In summary, what you need is:
- a transport-syntax (see HTTP for example) to allow decoding your
envelope, and
- a separate media-type (see HTTP and MIME for example, don't choose any
one in "text/*", but in "binary/*" or possibly "application/*") or some
filesystem convention or standards for file types (such as file name
extensions in common Unix/Linux filesystems or FTP, or external metadata
streams for file attributes such as in MacOS, or VMS, or even in NTFS and
almost all HTTP-based filesystems) for your chosen binary encoding
encapsulated in a text-compatible format.

If your encoded document does not match exactly the strict text encoding
conformances, it cannot be declared and handled at all as if it was valid
text. You have to handle it as an opaque BLOB (as if they were data for a
bitmap image or executable code, or a PKI encryption key, or a data
signature such as SHA or an encrypted stream such as DES).

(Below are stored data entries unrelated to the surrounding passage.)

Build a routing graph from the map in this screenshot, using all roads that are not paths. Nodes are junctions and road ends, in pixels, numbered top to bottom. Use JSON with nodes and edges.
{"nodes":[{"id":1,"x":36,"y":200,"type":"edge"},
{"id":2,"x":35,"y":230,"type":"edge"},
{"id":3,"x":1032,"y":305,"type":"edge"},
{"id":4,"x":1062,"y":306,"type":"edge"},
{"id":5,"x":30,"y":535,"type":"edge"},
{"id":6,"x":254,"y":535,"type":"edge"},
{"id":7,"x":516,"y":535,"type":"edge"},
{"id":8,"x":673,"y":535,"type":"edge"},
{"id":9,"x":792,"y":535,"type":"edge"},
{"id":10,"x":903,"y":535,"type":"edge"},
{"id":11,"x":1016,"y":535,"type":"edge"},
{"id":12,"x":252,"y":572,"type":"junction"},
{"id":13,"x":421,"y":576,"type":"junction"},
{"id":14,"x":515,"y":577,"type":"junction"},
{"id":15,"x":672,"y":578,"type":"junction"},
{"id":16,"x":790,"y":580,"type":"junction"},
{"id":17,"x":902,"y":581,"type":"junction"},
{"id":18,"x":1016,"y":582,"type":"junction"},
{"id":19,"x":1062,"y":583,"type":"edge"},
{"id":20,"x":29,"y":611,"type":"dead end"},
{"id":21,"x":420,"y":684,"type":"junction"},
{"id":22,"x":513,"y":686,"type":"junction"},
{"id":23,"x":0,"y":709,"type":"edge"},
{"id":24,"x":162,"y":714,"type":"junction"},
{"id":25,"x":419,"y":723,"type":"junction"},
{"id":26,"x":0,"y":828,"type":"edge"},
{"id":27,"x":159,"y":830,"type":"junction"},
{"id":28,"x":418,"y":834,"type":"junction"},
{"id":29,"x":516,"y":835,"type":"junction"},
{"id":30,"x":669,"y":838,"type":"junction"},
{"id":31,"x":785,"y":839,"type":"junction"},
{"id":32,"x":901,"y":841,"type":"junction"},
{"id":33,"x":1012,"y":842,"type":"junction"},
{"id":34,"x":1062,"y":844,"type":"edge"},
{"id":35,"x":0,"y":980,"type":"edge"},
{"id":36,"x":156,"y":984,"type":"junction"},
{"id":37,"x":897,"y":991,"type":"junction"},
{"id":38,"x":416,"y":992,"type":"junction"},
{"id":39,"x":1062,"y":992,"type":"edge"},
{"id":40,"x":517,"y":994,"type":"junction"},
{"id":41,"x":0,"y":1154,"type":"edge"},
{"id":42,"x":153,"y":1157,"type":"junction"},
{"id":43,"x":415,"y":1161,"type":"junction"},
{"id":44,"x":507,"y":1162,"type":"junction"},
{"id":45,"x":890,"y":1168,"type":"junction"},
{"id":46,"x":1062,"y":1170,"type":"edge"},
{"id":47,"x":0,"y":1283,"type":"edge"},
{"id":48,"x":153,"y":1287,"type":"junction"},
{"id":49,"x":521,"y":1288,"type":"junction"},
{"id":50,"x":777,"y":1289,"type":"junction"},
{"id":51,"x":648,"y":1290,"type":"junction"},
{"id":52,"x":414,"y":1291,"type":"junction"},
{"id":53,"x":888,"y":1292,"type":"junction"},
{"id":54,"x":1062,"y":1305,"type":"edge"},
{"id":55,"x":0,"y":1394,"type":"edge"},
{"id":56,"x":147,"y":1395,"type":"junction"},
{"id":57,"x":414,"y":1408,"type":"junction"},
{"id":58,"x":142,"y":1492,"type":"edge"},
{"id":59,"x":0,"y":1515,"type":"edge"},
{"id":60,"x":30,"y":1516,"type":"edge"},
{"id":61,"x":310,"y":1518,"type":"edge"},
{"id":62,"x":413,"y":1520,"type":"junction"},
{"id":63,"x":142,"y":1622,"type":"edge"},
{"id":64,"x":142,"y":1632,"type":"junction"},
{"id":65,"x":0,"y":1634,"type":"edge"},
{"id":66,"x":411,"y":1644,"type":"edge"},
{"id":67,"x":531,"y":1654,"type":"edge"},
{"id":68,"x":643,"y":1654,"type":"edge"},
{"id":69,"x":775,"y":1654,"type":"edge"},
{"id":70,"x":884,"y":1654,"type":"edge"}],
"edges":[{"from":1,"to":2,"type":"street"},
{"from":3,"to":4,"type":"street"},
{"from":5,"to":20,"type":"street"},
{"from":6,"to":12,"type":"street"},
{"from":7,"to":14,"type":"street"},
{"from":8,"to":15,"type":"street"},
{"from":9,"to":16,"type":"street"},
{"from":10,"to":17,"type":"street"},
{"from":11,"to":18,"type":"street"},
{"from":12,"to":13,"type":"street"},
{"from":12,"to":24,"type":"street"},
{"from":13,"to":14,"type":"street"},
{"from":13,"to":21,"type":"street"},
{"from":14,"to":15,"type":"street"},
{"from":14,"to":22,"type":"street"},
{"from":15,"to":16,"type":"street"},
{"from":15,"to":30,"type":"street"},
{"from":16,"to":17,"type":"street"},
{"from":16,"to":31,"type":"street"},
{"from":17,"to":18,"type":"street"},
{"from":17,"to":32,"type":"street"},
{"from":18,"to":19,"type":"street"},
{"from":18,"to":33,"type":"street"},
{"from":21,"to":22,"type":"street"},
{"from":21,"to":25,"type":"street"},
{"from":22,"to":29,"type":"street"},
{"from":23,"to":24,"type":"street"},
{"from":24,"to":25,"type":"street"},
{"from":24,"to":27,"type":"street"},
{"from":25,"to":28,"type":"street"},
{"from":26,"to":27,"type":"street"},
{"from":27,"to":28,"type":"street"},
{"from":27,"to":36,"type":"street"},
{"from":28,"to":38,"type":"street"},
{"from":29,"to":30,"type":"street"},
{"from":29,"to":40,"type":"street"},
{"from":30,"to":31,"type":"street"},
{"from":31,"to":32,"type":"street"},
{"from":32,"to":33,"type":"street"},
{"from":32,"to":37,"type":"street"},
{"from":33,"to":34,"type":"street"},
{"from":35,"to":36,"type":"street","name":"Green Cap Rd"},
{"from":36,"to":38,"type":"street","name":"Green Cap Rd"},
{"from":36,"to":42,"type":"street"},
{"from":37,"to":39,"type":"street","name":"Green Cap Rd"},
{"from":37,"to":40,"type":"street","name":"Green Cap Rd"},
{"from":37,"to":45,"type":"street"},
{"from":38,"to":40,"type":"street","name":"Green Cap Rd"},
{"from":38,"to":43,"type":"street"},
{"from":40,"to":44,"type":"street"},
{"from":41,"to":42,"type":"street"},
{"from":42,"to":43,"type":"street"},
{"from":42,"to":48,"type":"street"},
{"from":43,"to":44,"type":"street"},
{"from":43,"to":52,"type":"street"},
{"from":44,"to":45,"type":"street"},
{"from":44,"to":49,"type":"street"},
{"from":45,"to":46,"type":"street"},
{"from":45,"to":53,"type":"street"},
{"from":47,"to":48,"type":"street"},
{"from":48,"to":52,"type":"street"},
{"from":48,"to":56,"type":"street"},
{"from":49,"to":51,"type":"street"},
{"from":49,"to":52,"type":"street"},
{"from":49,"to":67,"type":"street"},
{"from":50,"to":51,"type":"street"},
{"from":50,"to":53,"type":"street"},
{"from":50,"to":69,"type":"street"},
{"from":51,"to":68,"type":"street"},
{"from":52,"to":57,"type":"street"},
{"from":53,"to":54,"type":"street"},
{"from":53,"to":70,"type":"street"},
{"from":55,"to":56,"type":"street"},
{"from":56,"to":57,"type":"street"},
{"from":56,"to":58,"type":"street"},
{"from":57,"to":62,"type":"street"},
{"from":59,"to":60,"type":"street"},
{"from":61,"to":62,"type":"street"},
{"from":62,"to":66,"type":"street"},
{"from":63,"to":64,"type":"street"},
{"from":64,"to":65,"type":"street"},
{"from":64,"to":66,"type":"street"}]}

Basic filesystems for Unix/Linux or FAT treat all their files as
unrestricted blobs (that's why they use a separate data to represent its
actual type to decode it with specific algorithms, the most common being
filename extensions to determine the envelope format, then using internal
data structures in this envelope such as MPEG, OGG, or XML with schemas
validation, or ZIP archives embedding mutiple structured streams with some
conventions)

All these options are out of scope of the Unicode standard which is not
made to transport and preserve the binary encodings, but is made purposely
to allow transparent conversions between all conforming UTFs of valid text
only (nothing else) and to support canonical equivalences as much as
possible in "Unicode-conforming process", so that they'll be able to choose
between these wellknown and standardized text representations.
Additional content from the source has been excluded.